**DATA TO USE:**
BEGIN
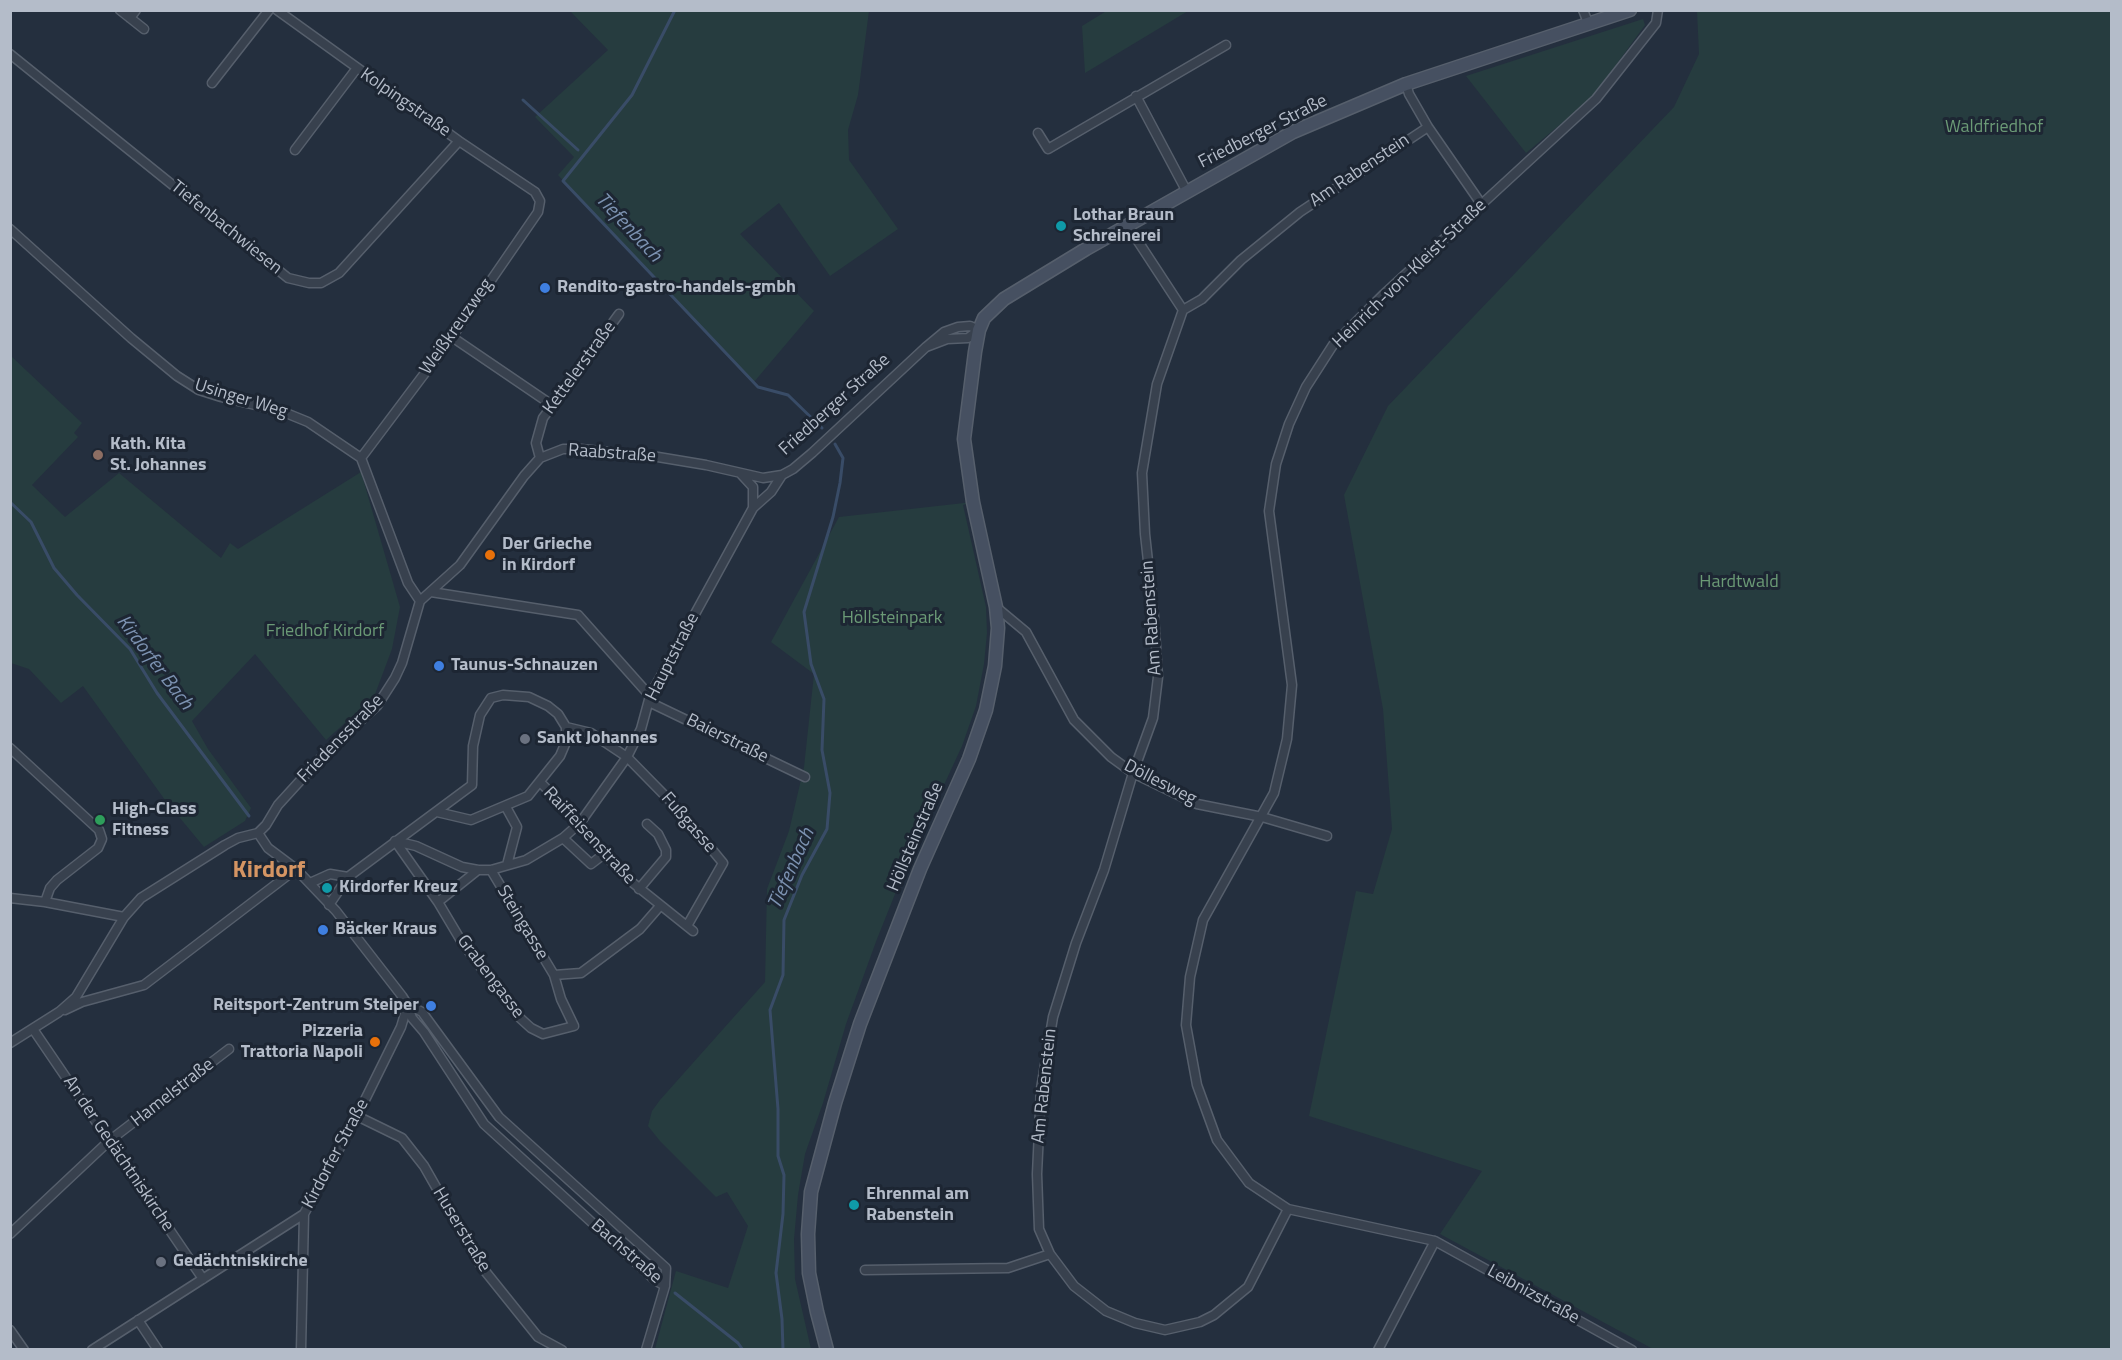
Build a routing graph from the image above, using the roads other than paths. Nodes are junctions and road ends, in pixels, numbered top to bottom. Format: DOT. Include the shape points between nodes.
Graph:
graph roads {
  1 [pos="120,10"];
  2 [pos="136,10"];
  3 [pos="269,10"];
  4 [pos="277,10"];
  5 [pos="1583,10"];
  6 [pos="1629,10"];
  7 [pos="1658,10"];
  8 [pos="130,18"];
  9 [pos="1588,25"];
  10 [pos="144,29"];
  11 [pos="1226,45"];
  12 [pos="10,54"];
  13 [pos="357,68"];
  14 [pos="212,83"];
  15 [pos="1406,84"];
  16 [pos="1136,96"];
  17 [pos="1428,127"];
  18 [pos="1038,133"];
  19 [pos="459,141"];
  20 [pos="295,150"];
  21 [pos="536,192"];
  22 [pos="1187,192"];
  23 [pos="1482,205"];
  24 [pos="1128,226"];
  25 [pos="10,229"];
  26 [pos="1183,310"];
  27 [pos="619,314"];
  28 [pos="979,330"];
  29 [pos="452,337"];
  30 [pos="552,405"];
  31 [pos="361,458"];
  32 [pos="540,458"];
  33 [pos="741,474"];
  34 [pos="782,475"];
  35 [pos="763,478"];
  36 [pos="753,508"];
  37 [pos="431,592"];
  38 [pos="420,601"];
  39 [pos="996,607"];
  40 [pos="650,699"];
  41 [pos="566,727"];
  42 [pos="10,748"];
  43 [pos="627,758"];
  44 [pos="1133,773"];
  45 [pos="805,777"];
  46 [pos="540,782"];
  47 [pos="506,807"];
  48 [pos="437,812"];
  49 [pos="1262,817"];
  50 [pos="579,823"];
  51 [pos="648,824"];
  52 [pos="258,833"];
  53 [pos="1327,836"];
  54 [pos="563,838"];
  55 [pos="395,841"];
  56 [pos="604,854"];
  57 [pos="507,865"];
  58 [pos="296,869"];
  59 [pos="478,870"];
  60 [pos="491,870"];
  61 [pos="348,877"];
  62 [pos="310,884"];
  63 [pos="639,889"];
  64 [pos="10,898"];
  65 [pos="45,902"];
  66 [pos="438,902"];
  67 [pos="329,905"];
  68 [pos="660,906"];
  69 [pos="124,917"];
  70 [pos="690,929"];
  71 [pos="554,975"];
  72 [pos="407,1004"];
  73 [pos="59,1012"];
  74 [pos="33,1029"];
  75 [pos="10,1043"];
  76 [pos="229,1049"];
  77 [pos="357,1116"];
  78 [pos="110,1141"];
  79 [pos="1288,1209"];
  80 [pos="304,1214"];
  81 [pos="10,1234"];
  82 [pos="1435,1241"];
  83 [pos="1050,1254"];
  84 [pos="865,1270"];
  85 [pos="202,1279"];
  86 [pos="665,1286"];
  87 [pos="138,1320"];
  88 [pos="12,1335"];
  89 [pos="24,1350"];
  90 [pos="92,1350"];
  91 [pos="158,1350"];
  92 [pos="301,1350"];
  93 [pos="562,1350"];
  94 [pos="646,1350"];
  95 [pos="827,1350"];
  96 [pos="1378,1350"];
  97 [pos="1632,1350"];
  1 -- 8 [label="street"];
  2 -- 8 [label="street"];
  3 -- 14 [label="street"];
  4 -- 13 [label="street, Kolpingstraße"];
  5 -- 9 [label="street"];
  6 -- 9 [label="street, Friedberger Straße"];
  7 -- 23 [label="street, Heinrich-von-Kleist-Straße" via="1656,23 1596,99"];
  8 -- 10 [label="street"];
  9 -- 15 [label="street, Friedberger Straße"];
  11 -- 16 [label="street"];
  12 -- 19 [label="street, Tiefenbachwiesen" via="288,278 309,284 321,283 339,273"];
  13 -- 19 [label="street, Kolpingstraße"];
  13 -- 20 [label="street"];
  15 -- 17 [label="street"];
  15 -- 22 [label="street, Friedberger Straße" via="1293,132"];
  16 -- 18 [label="street" via="1048,149"];
  16 -- 22 [label="street"];
  17 -- 23 [label="street"];
  17 -- 26 [label="street, Am Rabenstein" via="1300,212 1241,260 1202,299"];
  19 -- 21 [label="street, Kolpingstraße"];
  21 -- 29 [label="street, Weißkreuzweg" via="540,201 538,212"];
  22 -- 24 [label="street, Friedberger Straße"];
  23 -- 49 [label="street, Heinrich-von-Kleist-Straße" via="1333,345 1306,387 1289,424 1276,464 1269,511 1292,685 1287,739 1274,793"];
  24 -- 26 [label="street"];
  24 -- 28 [label="street, Friedberger Straße" via="1004,299 984,318"];
  25 -- 31 [label="street, Usinger Weg" via="177,376 199,390 308,422"];
  26 -- 44 [label="street, Am Rabenstein" via="1157,384 1142,473 1158,677 1153,718"];
  27 -- 30 [label="street, Kettelerstraße"];
  28 -- 34 [label="street, Friedberger Straße" via="968,338 947,339 926,347 812,453"];
  28 -- 39 [label="street, Höllsteinstraße" via="964,439"];
  29 -- 30 [label="street"];
  29 -- 31 [label="street, Weißkreuzweg"];
  30 -- 32 [label="street, Kettelerstraße" via="543,418 536,443"];
  31 -- 38 [label="street" via="408,583"];
  32 -- 33 [label="street, Raabstraße" via="563,449 581,449 658,457"];
  32 -- 37 [label="street" via="460,565"];
  33 -- 35 [label="street, Raabstraße"];
  33 -- 36 [label="street" via="753,487"];
  34 -- 35 [label="street, Friedberger Straße"];
  34 -- 36 [label="street, Hauptstraße"];
  36 -- 40 [label="street, Hauptstraße"];
  37 -- 38 [label="street"];
  37 -- 40 [label="street" via="578,615"];
  38 -- 52 [label="street, Friedensstraße" via="402,663 377,706 329,749"];
  39 -- 44 [label="street, Döllesweg" via="1026,632 1074,720 1110,757"];
  39 -- 95 [label="street, Höllsteinstraße" via="995,666 986,711 860,1024 811,1192 809,1273"];
  40 -- 43 [label="street, Hauptstraße"];
  40 -- 45 [label="street, Baierstraße"];
  41 -- 43 [label="street" via="591,733"];
  41 -- 46 [label="street" via="568,733 560,756"];
  41 -- 48 [label="street" via="558,714 535,699 511,695 491,698 480,715 473,746 472,785"];
  42 -- 65 [label="street" via="99,830 102,839 98,848 57,880"];
  43 -- 50 [label="street, Hauptstraße"];
  43 -- 70 [label="street, Fußgasse" via="681,812 723,863"];
  44 -- 49 [label="street, Döllesweg" via="1197,804"];
  44 -- 83 [label="street, Am Rabenstein" via="1053,1017 1041,1089 1037,1174 1039,1229"];
  46 -- 47 [label="street" via="528,796"];
  46 -- 50 [label="street, Raiffeisenstraße"];
  47 -- 48 [label="street" via="471,820"];
  47 -- 57 [label="street" via="517,827"];
  48 -- 55 [label="street"];
  49 -- 53 [label="street, Döllesweg"];
  49 -- 79 [label="street, Heinrich-von-Kleist-Straße" via="1203,920 1190,977 1186,1025 1197,1085 1217,1140 1249,1183"];
  50 -- 54 [label="street, Hauptstraße"];
  50 -- 56 [label="street, Raiffeisenstraße"];
  51 -- 63 [label="street, Raiffeisenstraße" via="658,834 666,857"];
  52 -- 58 [label="street, Bachstraße" via="268,848"];
  52 -- 69 [label="street" via="225,845 150,892"];
  54 -- 56 [label="street" via="591,864"];
  54 -- 57 [label="street, Hauptstraße" via="526,860"];
  55 -- 59 [label="street, Hauptstraße"];
  55 -- 61 [label="street"];
  55 -- 66 [label="street, Grabengasse"];
  56 -- 63 [label="street, Raiffeisenstraße"];
  57 -- 60 [label="street, Hauptstraße"];
  58 -- 62 [label="street, Bachstraße"];
  58 -- 73 [label="street" via="144,985"];
  59 -- 60 [label="street, Hauptstraße"];
  59 -- 66 [label="street"];
  60 -- 71 [label="street, Steingasse"];
  61 -- 62 [label="street" via="330,874"];
  61 -- 67 [label="street"];
  62 -- 67 [label="street, Bachstraße"];
  63 -- 68 [label="street, Raiffeisenstraße"];
  64 -- 65 [label="street"];
  65 -- 69 [label="street"];
  66 -- 71 [label="street, Grabengasse" via="464,944 520,1018 543,1034 574,1026"];
  67 -- 72 [label="street, Bachstraße"];
  68 -- 70 [label="street, Raiffeisenstraße"];
  68 -- 71 [label="street" via="640,928 581,974"];
  69 -- 73 [label="street" via="76,997"];
  72 -- 77 [label="street, Kirdorfer Straße" via="401,1027"];
  72 -- 86 [label="street, Bachstraße" via="412,1018 484,1124"];
  72 -- 86 [label="street, Bachstraße" via="422,1012 499,1118 666,1268"];
  73 -- 74 [label="street"];
  74 -- 75 [label="street"];
  74 -- 78 [label="street, An der Gedächtniskirche"];
  76 -- 78 [label="street, Hamelstraße"];
  77 -- 80 [label="street, Kirdorfer Straße"];
  77 -- 93 [label="street, Huserstraße" via="402,1138 424,1166 480,1266 538,1337"];
  78 -- 81 [label="street, Hamelstraße"];
  78 -- 85 [label="street, An der Gedächtniskirche"];
  79 -- 82 [label="street, Heinrich-von-Kleist-Straße"];
  79 -- 83 [label="street, Am Rabenstein" via="1248,1287 1214,1315 1165,1330 1106,1311 1074,1286"];
  80 -- 85 [label="street"];
  80 -- 92 [label="street, Kirdorfer Straße"];
  82 -- 96 [label="street"];
  82 -- 97 [label="street, Leibnizstraße"];
  83 -- 84 [label="street" via="1008,1268"];
  85 -- 87 [label="street"];
  86 -- 94 [label="street"];
  87 -- 90 [label="street"];
  87 -- 91 [label="street"];
  88 -- 89 [label="street"];
}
END
**PROBLEM TO SOLVE:** Would you copy each line of the records that contains "Döllesweg"?

**EXPECTED OUTPUT:**
  39 -- 44 [label="street, Döllesweg" via="1026,632 1074,720 1110,757"];
  44 -- 49 [label="street, Döllesweg" via="1197,804"];
  49 -- 53 [label="street, Döllesweg"];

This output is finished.